Under the service contract, which the genuine employer and the labor-only contractor sign, the labor-only
contractor is the employer of the workers he deploys to the genuine employer. The arrangement is illegal
under Article 106 of the Labor Code and the aggrieved or underpaid deployed workers may sue the genuine
employer before the National Labor Relations Commission (NLRC) for nonpayment or underpayment of
correct wages and labor standard benefits.

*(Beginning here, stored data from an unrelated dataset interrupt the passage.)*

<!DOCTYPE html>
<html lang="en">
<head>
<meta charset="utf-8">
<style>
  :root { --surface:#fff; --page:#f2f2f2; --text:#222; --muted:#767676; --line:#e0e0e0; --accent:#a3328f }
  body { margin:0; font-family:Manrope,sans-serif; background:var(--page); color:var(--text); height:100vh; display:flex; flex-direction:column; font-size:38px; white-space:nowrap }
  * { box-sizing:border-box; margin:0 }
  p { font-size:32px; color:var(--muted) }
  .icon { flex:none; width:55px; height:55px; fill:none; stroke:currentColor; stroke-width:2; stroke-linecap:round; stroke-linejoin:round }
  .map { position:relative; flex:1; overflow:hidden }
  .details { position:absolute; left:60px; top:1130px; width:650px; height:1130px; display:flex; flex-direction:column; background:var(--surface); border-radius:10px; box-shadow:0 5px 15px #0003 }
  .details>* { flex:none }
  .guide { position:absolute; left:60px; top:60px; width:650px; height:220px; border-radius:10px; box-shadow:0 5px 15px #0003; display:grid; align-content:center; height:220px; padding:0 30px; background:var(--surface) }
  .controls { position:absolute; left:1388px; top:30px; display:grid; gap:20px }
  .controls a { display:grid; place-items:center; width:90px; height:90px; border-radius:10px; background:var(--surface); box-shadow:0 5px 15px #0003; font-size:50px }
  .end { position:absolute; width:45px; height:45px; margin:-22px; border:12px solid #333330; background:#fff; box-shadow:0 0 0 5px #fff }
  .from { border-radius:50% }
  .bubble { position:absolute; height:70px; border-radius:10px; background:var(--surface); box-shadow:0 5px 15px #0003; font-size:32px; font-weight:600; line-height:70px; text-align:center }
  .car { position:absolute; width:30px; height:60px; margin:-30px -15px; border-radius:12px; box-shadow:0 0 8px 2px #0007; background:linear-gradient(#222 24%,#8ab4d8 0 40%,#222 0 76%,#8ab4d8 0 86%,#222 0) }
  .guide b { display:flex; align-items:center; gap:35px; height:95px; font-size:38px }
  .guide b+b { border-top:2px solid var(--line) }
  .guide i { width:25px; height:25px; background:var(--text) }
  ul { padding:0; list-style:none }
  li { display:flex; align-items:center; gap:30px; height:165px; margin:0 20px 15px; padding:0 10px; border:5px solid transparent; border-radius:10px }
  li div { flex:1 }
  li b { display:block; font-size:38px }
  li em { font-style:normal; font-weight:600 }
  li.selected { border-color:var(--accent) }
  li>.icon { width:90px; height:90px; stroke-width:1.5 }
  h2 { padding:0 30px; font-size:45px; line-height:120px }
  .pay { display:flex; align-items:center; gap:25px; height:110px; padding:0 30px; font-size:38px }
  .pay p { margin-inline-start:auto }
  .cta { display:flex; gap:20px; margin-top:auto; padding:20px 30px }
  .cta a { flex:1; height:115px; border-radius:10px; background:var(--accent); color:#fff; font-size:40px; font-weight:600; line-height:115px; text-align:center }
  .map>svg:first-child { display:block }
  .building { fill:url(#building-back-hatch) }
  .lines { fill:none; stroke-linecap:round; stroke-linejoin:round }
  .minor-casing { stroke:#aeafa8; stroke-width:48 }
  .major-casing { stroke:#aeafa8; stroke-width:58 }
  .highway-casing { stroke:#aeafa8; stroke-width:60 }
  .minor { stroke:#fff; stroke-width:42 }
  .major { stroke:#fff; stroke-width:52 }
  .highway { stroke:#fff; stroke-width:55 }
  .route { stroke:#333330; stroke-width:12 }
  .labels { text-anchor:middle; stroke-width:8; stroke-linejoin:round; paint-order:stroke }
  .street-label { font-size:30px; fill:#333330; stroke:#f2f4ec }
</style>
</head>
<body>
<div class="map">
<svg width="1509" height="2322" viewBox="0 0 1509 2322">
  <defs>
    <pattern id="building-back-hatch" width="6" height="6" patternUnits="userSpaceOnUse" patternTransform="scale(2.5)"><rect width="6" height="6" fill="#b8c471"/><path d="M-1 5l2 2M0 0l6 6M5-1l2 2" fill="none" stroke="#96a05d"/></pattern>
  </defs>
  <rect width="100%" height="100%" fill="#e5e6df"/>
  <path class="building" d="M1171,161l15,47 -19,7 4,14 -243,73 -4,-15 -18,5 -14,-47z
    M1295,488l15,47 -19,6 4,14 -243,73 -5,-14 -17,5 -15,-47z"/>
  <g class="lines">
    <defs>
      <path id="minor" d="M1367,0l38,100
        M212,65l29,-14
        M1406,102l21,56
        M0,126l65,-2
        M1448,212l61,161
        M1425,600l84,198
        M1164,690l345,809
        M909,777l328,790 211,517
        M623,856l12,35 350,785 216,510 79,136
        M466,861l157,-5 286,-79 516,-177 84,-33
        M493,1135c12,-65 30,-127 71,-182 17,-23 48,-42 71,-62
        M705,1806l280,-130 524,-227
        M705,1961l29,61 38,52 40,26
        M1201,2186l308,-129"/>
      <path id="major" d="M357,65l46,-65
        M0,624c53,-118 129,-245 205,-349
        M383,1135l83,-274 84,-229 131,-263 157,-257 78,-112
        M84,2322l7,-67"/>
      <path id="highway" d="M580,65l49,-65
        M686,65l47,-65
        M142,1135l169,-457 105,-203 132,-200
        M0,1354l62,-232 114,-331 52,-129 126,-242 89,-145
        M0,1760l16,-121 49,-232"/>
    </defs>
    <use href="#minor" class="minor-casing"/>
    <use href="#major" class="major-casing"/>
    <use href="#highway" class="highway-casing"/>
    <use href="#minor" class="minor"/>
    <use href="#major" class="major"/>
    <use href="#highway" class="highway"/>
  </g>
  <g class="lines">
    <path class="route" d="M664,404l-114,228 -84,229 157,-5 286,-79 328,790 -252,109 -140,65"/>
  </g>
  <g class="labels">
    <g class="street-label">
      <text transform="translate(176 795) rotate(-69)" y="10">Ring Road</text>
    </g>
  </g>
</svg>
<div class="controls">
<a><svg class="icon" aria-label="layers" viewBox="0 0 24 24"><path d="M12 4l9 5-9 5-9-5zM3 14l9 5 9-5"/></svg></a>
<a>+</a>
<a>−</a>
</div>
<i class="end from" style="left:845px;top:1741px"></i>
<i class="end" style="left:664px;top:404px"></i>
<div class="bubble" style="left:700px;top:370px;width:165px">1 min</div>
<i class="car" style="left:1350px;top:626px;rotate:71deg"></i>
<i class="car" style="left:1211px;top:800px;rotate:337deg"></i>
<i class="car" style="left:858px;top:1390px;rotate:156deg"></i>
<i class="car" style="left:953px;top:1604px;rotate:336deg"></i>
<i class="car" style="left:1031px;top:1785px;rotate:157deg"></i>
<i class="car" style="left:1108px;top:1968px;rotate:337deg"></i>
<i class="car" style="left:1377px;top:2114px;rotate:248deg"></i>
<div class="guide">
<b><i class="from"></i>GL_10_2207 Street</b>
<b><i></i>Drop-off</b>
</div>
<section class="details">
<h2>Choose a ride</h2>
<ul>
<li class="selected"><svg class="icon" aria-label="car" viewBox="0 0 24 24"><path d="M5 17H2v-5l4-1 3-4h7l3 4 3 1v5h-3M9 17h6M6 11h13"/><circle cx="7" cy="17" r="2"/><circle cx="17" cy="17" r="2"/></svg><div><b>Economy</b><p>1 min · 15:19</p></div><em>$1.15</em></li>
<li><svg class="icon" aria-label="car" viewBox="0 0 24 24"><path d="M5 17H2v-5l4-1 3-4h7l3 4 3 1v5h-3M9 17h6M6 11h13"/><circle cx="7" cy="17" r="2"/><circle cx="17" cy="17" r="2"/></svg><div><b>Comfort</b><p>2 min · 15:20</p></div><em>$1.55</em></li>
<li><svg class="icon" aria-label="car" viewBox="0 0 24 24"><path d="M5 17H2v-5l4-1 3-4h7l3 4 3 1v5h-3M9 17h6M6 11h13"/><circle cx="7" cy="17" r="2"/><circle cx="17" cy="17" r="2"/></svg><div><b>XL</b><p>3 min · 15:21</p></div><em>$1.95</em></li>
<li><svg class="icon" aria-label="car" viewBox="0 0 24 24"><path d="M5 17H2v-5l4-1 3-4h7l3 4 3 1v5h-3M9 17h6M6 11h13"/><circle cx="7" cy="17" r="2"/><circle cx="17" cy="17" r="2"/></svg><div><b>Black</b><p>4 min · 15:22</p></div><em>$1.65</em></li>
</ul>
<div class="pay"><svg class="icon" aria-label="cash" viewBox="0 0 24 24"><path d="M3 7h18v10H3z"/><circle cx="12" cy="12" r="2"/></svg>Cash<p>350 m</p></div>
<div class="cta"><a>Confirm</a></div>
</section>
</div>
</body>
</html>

Labor-plus contractors, unlike labor-only contractors, are required by Article 106 of the Labor Code to be
sufficiently capitalized or to possess their own equipment for use by the workers as they work in the premises
of the genuine employer. Labor-plus contractors also execute a service contract with the genuine employer
stating that the former is the employer of the deployed workers and that the labor-plus contractors can pull
out any deployed worker anytime for any cause and reassign him to other or vacant positions in the
contractors’ other clients. This kind of arrangement is legal and is allowed under Article 106 of the Labor
Code.
The labor unions all over the archipelago are vehemently against the genuine employer-labor-plus contracting.
To the labor unions, this is a worse form of contractualization. The first form, labor-only contracting, is not
much of a headache to the labor unions because in the first place, it is already illegal. In the second place, the
deployed workers have the effective remedy of suing the genuine employer for correct wages and benefits
since the labor-only contracting camouflage has time and again been undressed and trounced by our
labor tribunals.
On the other hand, because of its legal cover, the second form of contractualization, the genuine employer-
labor-plus contracting has thrived in the labor horizon and there seems to be no stopping its growth, like
a kamote plant on fertile soil.
This form of contractualization has lessened the members of labor federations and labor centers and has
weakened their political power. Deployed workers may form labor unions under the fictitious employer but
being penniless, so to speak, how can the deployed workers economically benefit from organizing a labor
union as employees of the fictitious employer?
Moreover, to save on costs and to avoid labor unions, there exists an undeniable temptation for the genuine
employer to create or finance its own fictitious labor-only or labor-plus contractor.
Article 106 of the Labor Code allows contractualization of the second variety, genuine employer-labor-plus
variety. On the other hand, Article 280 of the same Code allows the hiring of contractuals and endos.
Palliative department orders have been and will be issued by the Department of Labor and Employment in
order to placate the workers and labor unions affected by the endo and contractualization
arrangements. However, until and unless Article 106 and 280 of the Labor Code are repealed or
amended, endo and contractualization will continue to dominate the Philippine industrial landscape.